After the fireworks, the 50,000 people who had showed up wanted to leave, pretty much all at once. This was the tricky part. I've never been in quite such a tight crowd, and I've been to the Kumbha Mela. We shuffled along, arms pressed to our sides, taking teeny tiny steps. When we passed over curbs, each person would turn and warn the person behind them since the step could not be seen. It was very calm. Everyone was focused and pretty patient. There was an animal part of me that felt rather panicky, but thank goodness for meditation inside and mellow people. It all went fine.

After we got out of the plaza, every possible form of transit was overflowing. We couldn't get a bus, or a taxi, a truck, or a pulmonia (a charming local form of transit, sort of like a very fancy golf cart.) Larry had seen this coming and nipped off early. Suzana and Harry decided to try walking in a direction that looked promising to them and trying a rideshare app.
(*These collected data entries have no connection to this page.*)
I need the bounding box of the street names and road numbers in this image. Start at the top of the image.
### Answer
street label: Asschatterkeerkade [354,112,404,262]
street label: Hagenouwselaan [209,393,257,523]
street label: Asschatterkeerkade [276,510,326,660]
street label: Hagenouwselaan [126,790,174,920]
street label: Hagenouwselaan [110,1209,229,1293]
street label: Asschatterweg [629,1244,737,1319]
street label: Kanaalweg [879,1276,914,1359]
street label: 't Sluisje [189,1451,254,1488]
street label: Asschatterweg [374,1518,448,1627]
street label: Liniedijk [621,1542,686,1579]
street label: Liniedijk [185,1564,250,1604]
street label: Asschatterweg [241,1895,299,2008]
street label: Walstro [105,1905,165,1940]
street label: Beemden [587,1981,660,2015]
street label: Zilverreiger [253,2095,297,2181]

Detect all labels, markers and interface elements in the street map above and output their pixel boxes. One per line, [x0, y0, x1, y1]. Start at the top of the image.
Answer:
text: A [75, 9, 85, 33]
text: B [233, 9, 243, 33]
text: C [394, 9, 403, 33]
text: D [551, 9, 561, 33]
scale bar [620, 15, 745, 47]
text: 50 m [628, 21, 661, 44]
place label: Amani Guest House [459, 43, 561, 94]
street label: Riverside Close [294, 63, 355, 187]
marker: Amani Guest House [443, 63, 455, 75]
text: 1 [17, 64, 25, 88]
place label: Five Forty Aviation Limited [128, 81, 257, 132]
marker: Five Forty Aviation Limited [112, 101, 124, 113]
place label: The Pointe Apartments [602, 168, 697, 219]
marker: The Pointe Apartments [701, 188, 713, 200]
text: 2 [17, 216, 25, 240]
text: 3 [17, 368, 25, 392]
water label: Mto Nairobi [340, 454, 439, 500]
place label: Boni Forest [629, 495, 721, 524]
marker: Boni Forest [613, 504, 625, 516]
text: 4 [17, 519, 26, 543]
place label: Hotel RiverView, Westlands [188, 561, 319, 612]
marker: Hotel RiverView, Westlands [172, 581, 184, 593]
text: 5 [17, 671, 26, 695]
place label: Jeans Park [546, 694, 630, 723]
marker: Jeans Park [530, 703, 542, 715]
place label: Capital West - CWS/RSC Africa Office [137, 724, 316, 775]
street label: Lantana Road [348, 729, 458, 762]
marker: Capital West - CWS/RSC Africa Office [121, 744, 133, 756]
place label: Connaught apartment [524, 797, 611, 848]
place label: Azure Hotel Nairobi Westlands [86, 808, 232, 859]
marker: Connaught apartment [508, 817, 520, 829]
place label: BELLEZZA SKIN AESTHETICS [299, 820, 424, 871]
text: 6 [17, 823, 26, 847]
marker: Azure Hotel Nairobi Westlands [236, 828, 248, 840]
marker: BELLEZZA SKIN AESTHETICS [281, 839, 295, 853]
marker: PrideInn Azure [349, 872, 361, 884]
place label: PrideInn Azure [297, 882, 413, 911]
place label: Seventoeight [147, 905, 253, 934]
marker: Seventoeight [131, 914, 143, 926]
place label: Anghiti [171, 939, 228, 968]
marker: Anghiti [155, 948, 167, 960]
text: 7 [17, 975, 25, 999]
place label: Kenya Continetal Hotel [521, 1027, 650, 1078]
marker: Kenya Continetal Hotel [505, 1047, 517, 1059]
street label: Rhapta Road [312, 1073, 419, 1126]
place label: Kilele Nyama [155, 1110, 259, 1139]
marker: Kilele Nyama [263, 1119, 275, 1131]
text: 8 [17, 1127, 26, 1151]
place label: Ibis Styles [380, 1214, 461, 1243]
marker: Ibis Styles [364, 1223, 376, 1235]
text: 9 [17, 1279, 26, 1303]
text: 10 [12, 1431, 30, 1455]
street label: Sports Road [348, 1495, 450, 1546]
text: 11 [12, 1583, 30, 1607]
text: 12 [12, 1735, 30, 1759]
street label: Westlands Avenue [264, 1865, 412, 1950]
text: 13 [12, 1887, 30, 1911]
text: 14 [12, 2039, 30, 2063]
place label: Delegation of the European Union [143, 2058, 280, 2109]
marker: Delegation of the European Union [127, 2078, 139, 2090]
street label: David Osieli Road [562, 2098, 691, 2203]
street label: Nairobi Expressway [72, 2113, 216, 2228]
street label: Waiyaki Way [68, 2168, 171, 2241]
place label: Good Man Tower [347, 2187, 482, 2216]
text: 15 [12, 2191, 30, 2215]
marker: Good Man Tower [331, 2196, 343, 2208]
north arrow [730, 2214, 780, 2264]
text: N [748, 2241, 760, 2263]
It was late, our feet were sore, and we were about 4 miles from our marina, but Don and Rosalind and James and I set off on foot. We got all the way down the Malecón (embarcadero, waterfront street), which had been covered with huge, gorgeous statues for a couple of weeks.

At last we began to run into vehicles that were returning from dropping their first round of passengers off. One form of transit in Mazatlán is descended from horse-drawn carriages: red pickup trucks called aurigas whose beds are roofed and lined with benches. The trucks and pulmonias both blast music to entice riders, which makes the streets festive on even an average day. Tonite they were booming; people were dancing in the streets all over. A red truck pulled over near us and everyone close by dashed toward it. Usually a carriage-truck picks up one party, but this one took as many people as it could fit; there was a group of four, another group of six, and the four of us. We were snugly packed, and I had only half a cheek on the bench, but we weren't walking, and everyone was grateful.

The driver wisely peeled off of the Malecón, which was so busy that we had been walking faster than the traffic, to zip along quickly. We zipped right through a puddle. While riding in an open truck. The spray was fetid. Everyone squealed, then groaned, then laughed in unison as the stink went up around us. I was seated at the rear and took most of the spray. It's a special time when you find yourself thinking hopefully that perhaps that was cow manure and not human sewage waste? (It was probably human.) My body still knows exactly where the biggest drops landed on my lips. I had a very long shower. I took some charcoal tablets. And now I have this great story! I do not have my best dancing scarf. Goodbye, twinkly gold scarf who did not survive being washed; you were a delight. So glad you had such a magnificent final night.

In sum: THAT WAS INCREDIBLE. Good friends, explosions, ashes, shit, and all.